Posts tagged ‘Presbyterian’

January 4, 2018

January Spotlight! Calvinism and Evangelical Arminianism

Cover Calvinism and Evangelical ArminianismBook Description

Since the Remonstrants first defended the teachings of Jacob Arminius at the Synod of Dordt, the system known as Arminianism has undergone a number of expressions by its various advocates. In the nineteenth century, it had become apparent to Dr. John L. Girardeau that the form of Arminianism preached by American Evangelical Arminians as influenced by the preaching of John Wesley had not been sufficiently critiqued and answered in print, along with a corresponding defense of the doctrines of Calvinism.

The book is divided into two parts. In the first part, the doctrines of election and reprobation are stated and proven, and two categories of Arminian objections are answered: appeals to the moral attributes of God, such as his divine justice, goodness, wisdom and veracity, and appeals to the moral agency of man.

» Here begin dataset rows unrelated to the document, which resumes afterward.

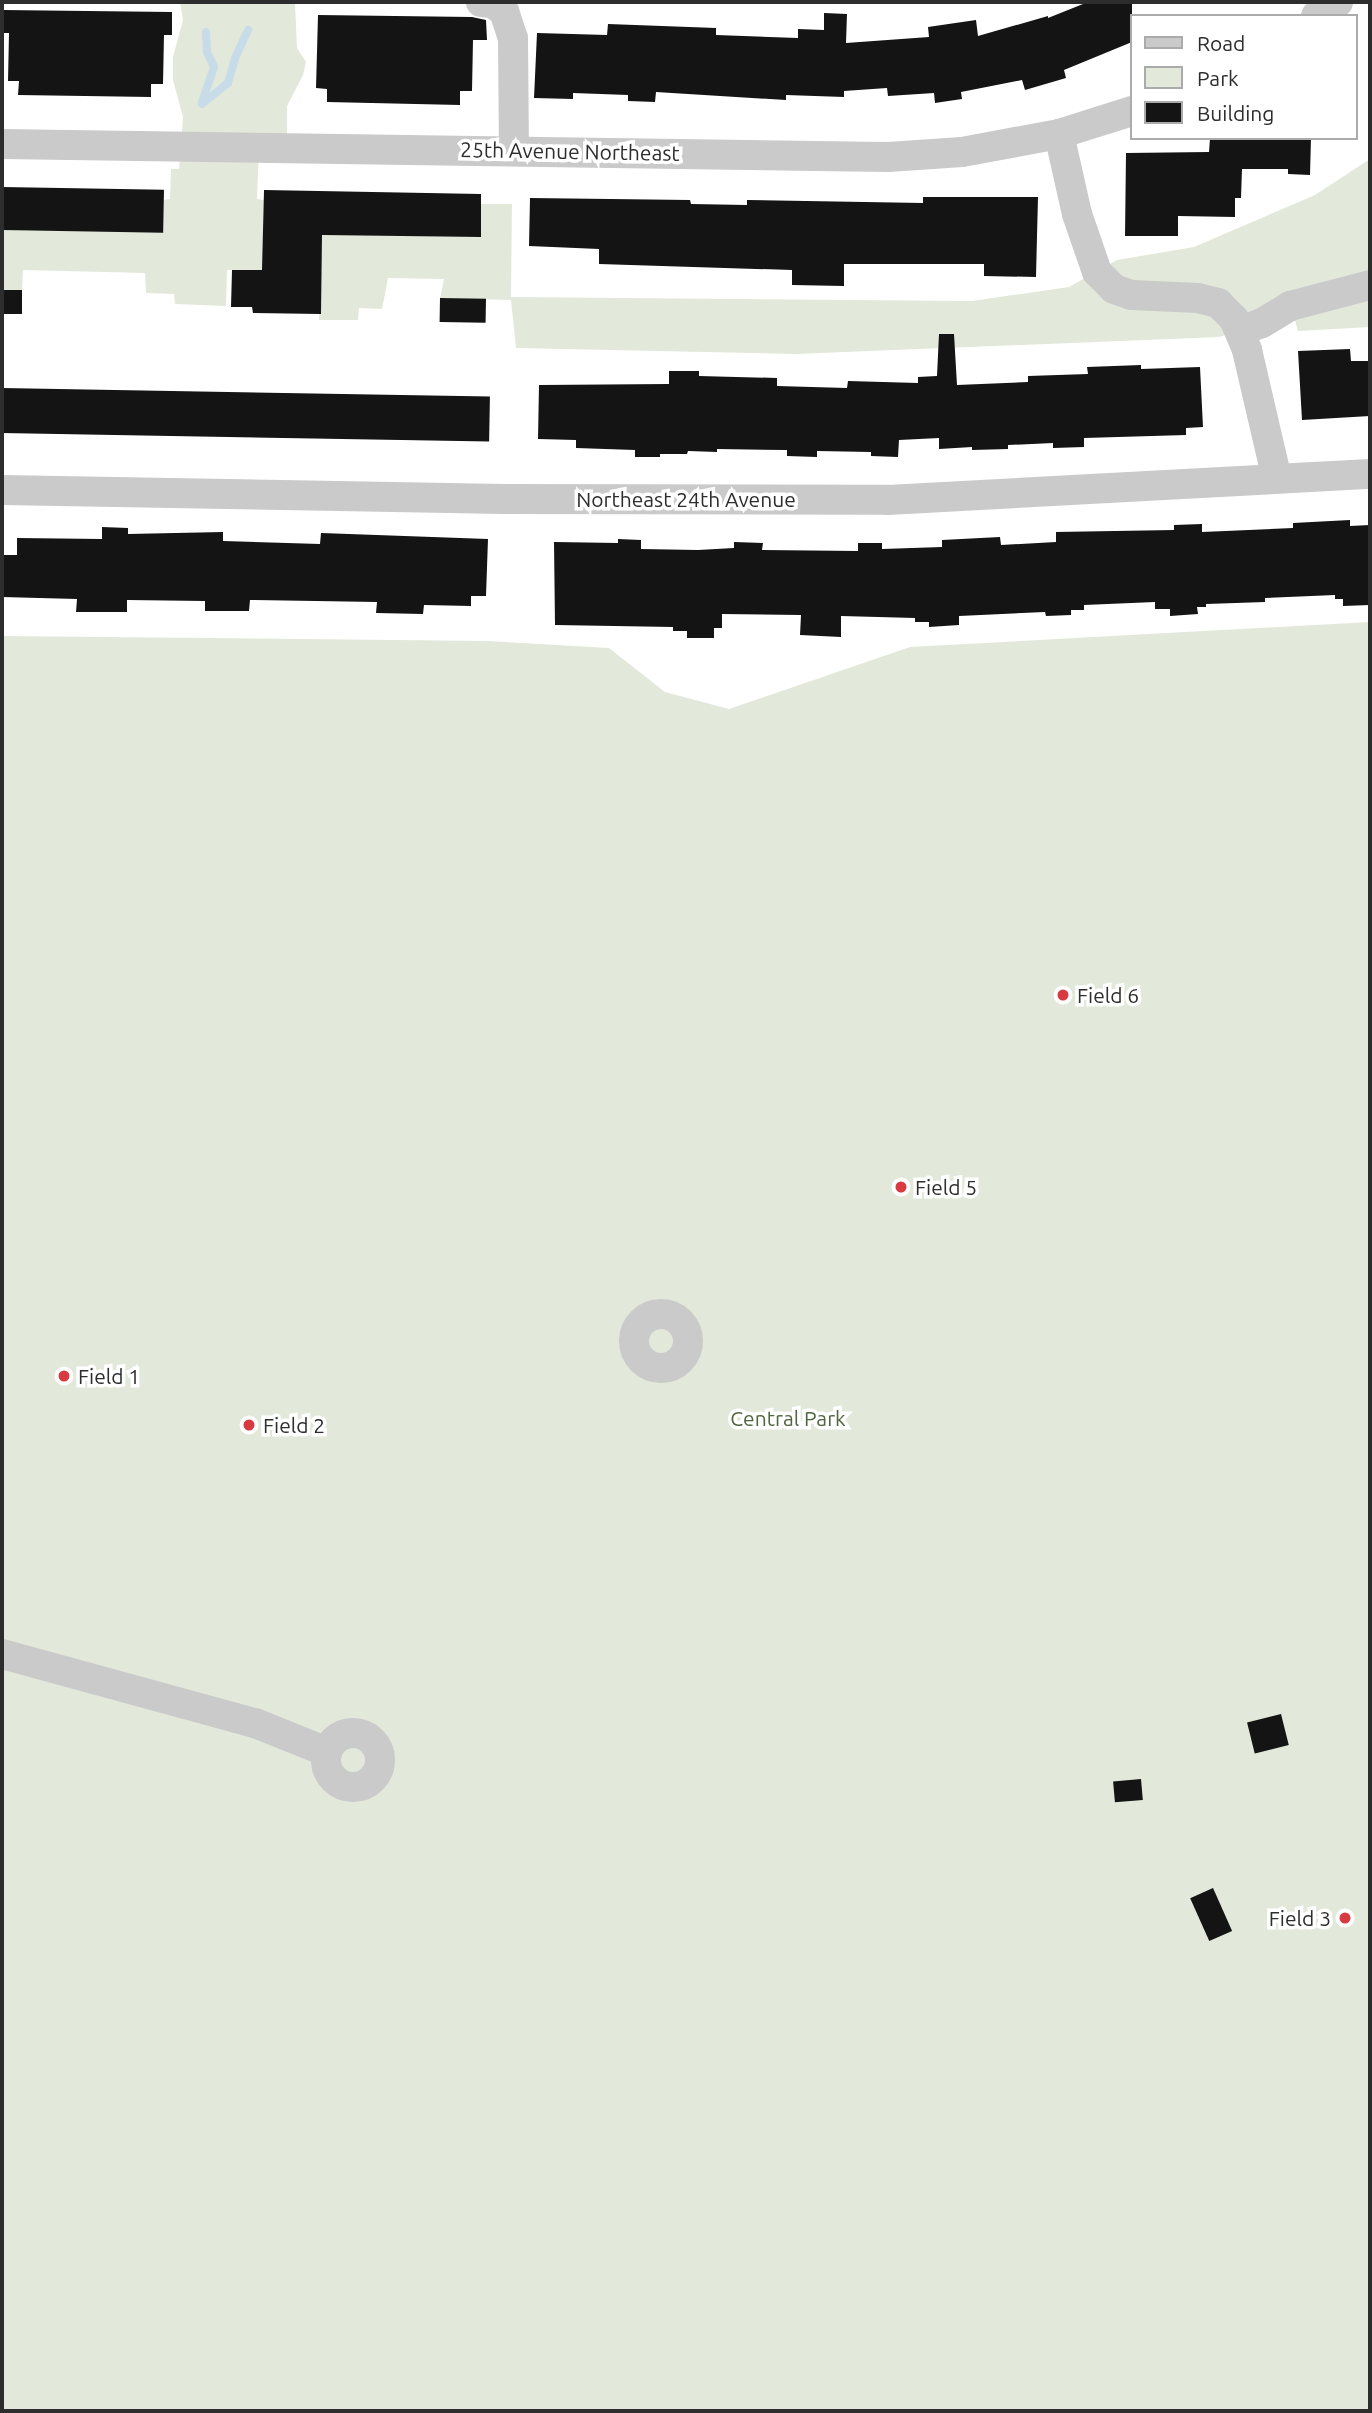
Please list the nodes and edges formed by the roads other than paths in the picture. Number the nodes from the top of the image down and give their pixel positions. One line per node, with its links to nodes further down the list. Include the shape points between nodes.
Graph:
1 (481, 2): 7 (street, via 504,11 513,38)
2 (1338, 2): 3 (street)
3 (1319, 14)
4 (1130, 112): 5 (street, 25th Avenue Northeast)
5 (1059, 134): 7 (street, 25th Avenue Northeast, via 962,152 888,157); 9 (street, via 1077,214 1097,271 1114,289 1131,295 1218,303)
6 (2, 144): 7 (street, 25th Avenue Northeast)
7 (514, 150)
8 (1370, 285): 9 (street, via 1290,306)
9 (1240, 331): 11 (street)
10 (1370, 474): 11 (street, Northeast 24th Avenue)
11 (1277, 479): 12 (street, Northeast 24th Avenue, via 888,500)
12 (2, 490)
13 (2, 1654): 14 (street, via 255,1723)
14 (327, 1752)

The second part is divided into four sections, in which Dr. Girardeau states the Calvinistic doctrine of justification and explains the ground, nature and condition of this essential of Protestant theology and contrasts it with the Arminian alternative.

John L Girardeau

Dr. John L. Girardeau   (1825-1898)

About the Author

John Lafayette Girardeau (1825-98) John Lafayette Girardeau was born as Lafayette Freer Girardeau on November 14, 1825 to John Bohun Girardeau and Claudia Herne Freer Girardeau. The parents of young Girardeau were of French Huguenot descent and, by the time of their eldest son’s birth on James Island (across the Ashley River from Charleston), possessors of a rich colonial ancestry, which included at least one Revolutionary War hero. John Bohun (a planter) and Claudia Freer were also solid Presbyterians of the Scottish type. The Holy Scriptures and Westminster Standards were the standard fare for the Girardeau children with both father and mother active in their religious upbringing.

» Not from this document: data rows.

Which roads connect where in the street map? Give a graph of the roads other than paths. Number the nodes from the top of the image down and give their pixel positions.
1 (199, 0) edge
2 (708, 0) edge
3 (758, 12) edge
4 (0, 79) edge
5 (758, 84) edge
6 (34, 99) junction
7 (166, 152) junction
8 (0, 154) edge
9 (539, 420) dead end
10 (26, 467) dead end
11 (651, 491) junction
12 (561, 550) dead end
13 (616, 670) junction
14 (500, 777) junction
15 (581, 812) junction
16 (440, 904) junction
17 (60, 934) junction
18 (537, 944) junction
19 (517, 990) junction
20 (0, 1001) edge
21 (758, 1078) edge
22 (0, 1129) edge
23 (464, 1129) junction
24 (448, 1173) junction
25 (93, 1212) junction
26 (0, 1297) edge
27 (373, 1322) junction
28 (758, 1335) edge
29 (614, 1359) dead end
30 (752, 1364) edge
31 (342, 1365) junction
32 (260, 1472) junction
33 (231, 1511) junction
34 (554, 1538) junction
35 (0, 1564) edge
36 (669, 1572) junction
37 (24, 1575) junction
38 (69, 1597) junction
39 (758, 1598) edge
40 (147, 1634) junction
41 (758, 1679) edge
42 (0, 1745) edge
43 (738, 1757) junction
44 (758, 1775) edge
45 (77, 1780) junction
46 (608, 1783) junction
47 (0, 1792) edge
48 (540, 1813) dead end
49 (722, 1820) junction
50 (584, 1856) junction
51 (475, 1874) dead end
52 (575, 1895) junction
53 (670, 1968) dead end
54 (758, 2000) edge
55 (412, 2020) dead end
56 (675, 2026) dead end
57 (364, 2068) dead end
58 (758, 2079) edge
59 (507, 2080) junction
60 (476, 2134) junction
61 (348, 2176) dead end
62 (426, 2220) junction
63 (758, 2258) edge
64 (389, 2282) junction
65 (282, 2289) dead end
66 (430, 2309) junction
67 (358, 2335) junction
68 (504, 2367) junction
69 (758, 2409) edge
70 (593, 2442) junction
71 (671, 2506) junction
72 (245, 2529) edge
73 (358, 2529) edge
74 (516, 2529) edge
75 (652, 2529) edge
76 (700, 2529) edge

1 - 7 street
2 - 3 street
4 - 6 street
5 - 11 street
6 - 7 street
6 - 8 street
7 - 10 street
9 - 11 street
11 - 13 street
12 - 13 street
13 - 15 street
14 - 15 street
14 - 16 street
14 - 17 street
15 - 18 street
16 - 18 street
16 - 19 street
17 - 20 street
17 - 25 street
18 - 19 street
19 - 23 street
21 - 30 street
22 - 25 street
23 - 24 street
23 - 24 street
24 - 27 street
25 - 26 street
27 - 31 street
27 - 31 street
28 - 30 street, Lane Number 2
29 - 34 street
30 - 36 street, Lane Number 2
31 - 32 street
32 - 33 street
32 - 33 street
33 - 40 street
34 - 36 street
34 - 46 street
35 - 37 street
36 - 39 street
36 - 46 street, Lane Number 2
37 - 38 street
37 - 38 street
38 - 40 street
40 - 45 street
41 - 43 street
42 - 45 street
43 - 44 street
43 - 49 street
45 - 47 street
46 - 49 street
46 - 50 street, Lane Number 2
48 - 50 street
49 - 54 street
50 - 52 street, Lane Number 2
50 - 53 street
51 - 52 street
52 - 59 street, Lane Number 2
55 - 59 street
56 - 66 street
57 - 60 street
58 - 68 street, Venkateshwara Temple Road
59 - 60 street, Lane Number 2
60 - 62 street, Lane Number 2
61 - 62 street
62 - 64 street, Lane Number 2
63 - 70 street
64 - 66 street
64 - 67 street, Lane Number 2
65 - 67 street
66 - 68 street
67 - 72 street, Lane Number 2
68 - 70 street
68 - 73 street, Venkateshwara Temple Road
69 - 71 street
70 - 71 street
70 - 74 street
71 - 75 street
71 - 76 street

Also important in Girardeau’s formative years were two notable pastors, Aaron W. Leland and Thomas Smyth. Leland was the wee lad’s pastor on James Island and Smyth nurtured him during his early adolescent years in Charleston. Although Leland was of English ancestry, he was of the Scottish persuasion when it came to his theology and ecclesiology. Smyth was of Scotch-Irish background and pastor of the Second Presbyterian Church in Charleston. The low country Presbyterians had from the first identified with Scotland rather than the Mid-Atlantic Presbyterians. This was no doubt true because of Archibald Stobo, the pioneering Scot who founded the earliest distinctly Presbyterian churches in the South.

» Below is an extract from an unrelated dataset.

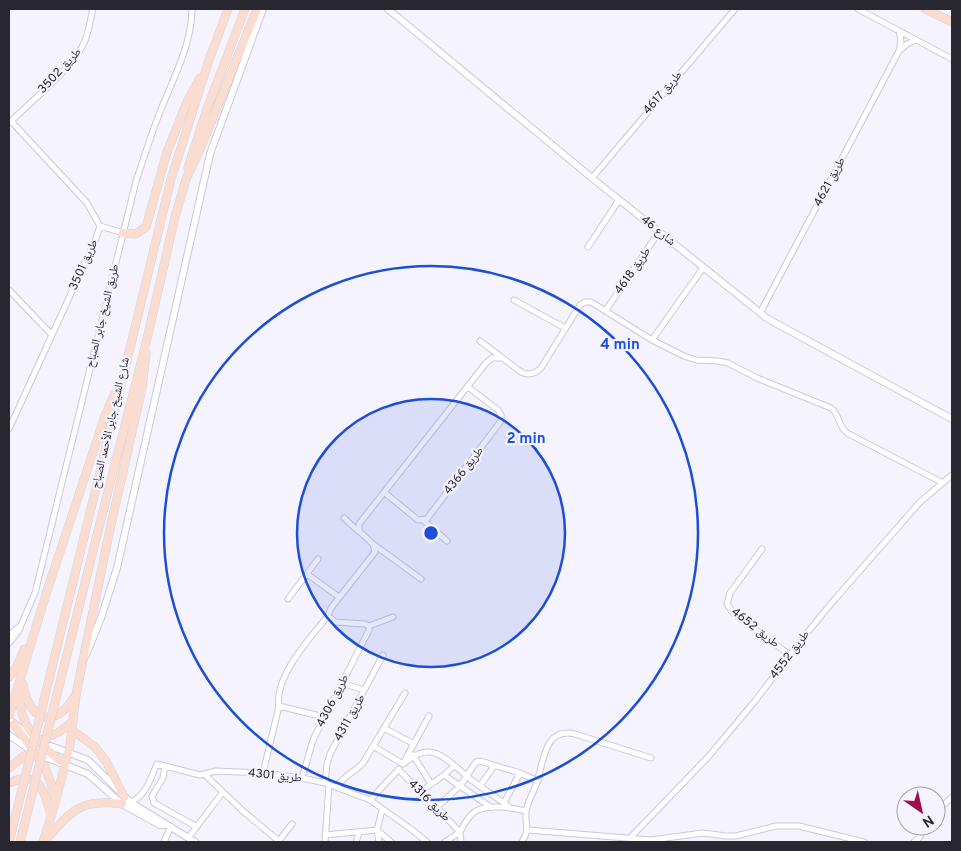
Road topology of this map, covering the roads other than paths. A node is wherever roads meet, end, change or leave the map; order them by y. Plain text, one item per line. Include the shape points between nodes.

Girardeau was educated on James Island and in Charleston, completing Charleston College (now College of Charleston) in 1844 at the age of seventeen. He graduated with first honors (valedictorian) as a Greek and Latin scholar. Upon his graduation, Professor William Hawksworth exclaimed to those around him, “There goes a fine Greek scholar to make a poor Presbyterian preacher.”

After a year of tutoring and teaching on James Island and Mt. Pleasant (to raise money), he matriculated at the Theological Seminary of the Synod of South Carolina and Georgia (later Columbia Theological Seminary). As a ministerial student at Columbia he studied under his childhood pastor, Aaron W. Leland, and the venerable George Howe. Girardeau supplemented his seminary education by regularly attending the pulpit ministrations of Benjamin Morgan Palmer at the Presbyterian Church (now First Presbyterian), a short walk from both the seminary and South Carolina College. The seminarian also placed himself under the tutelage of James Henley Thornwell at the College (now University of South Carolina). Thornwell was at the time Professor of Moral Philosophy and preached or lectured regularly in the college chapel (Rutledge Chapel). Girardeau and other seminary students attended Dr. Thornwell’s addresses assiduously. Indeed, Girardeau attributed Dr. Thornwell’s chapel addresses with giving “shape and form” to his theology, which was already stoutly Westminsterian.

As a child of Claudia Herne Girardeau, the scion of South Carolina had learned to respect the poor and needy of society. During the latter years of college he had held regular meetings for the slaves on his father’s plantation, exhorting them to believe the gospel and rest upon Christ for their deliverance from sin. In seminary he held evangelistic meetings in a warehouse where the poor, enslaved, derelict, and disreputable attended. Shortly after graduation from seminary in 1848 he was ordained to the ministry of word and sacrament and embarked upon a brief series of pastorates-Wappetaw Church and Wilton Presbyterian Church-that would culminate in Charleston as a famous pastor to slaves.

In January 1854, he and his wife Penelope Sarah (“Sal”) moved from St. John Parish and Wilton Presbyterian Church (January 1849-December 53) to Charleston to assume the work begun by John B. Adger and the session of Second Presbyterian Church. The work was designed to establish a church for and of the slaves. In 1850, citizens of Charleston built a meeting house on Anson Street for the exclusive use of the slaves. After Adger’s health failed, Girardeau was handpicked by Adger and Smyth to lead the work forward. The work expanded from thirty-six black members when Girardeau arrived to over 600 at the time of the American Armageddon. He preached to over 1,500 weekly from 1859 through 1861.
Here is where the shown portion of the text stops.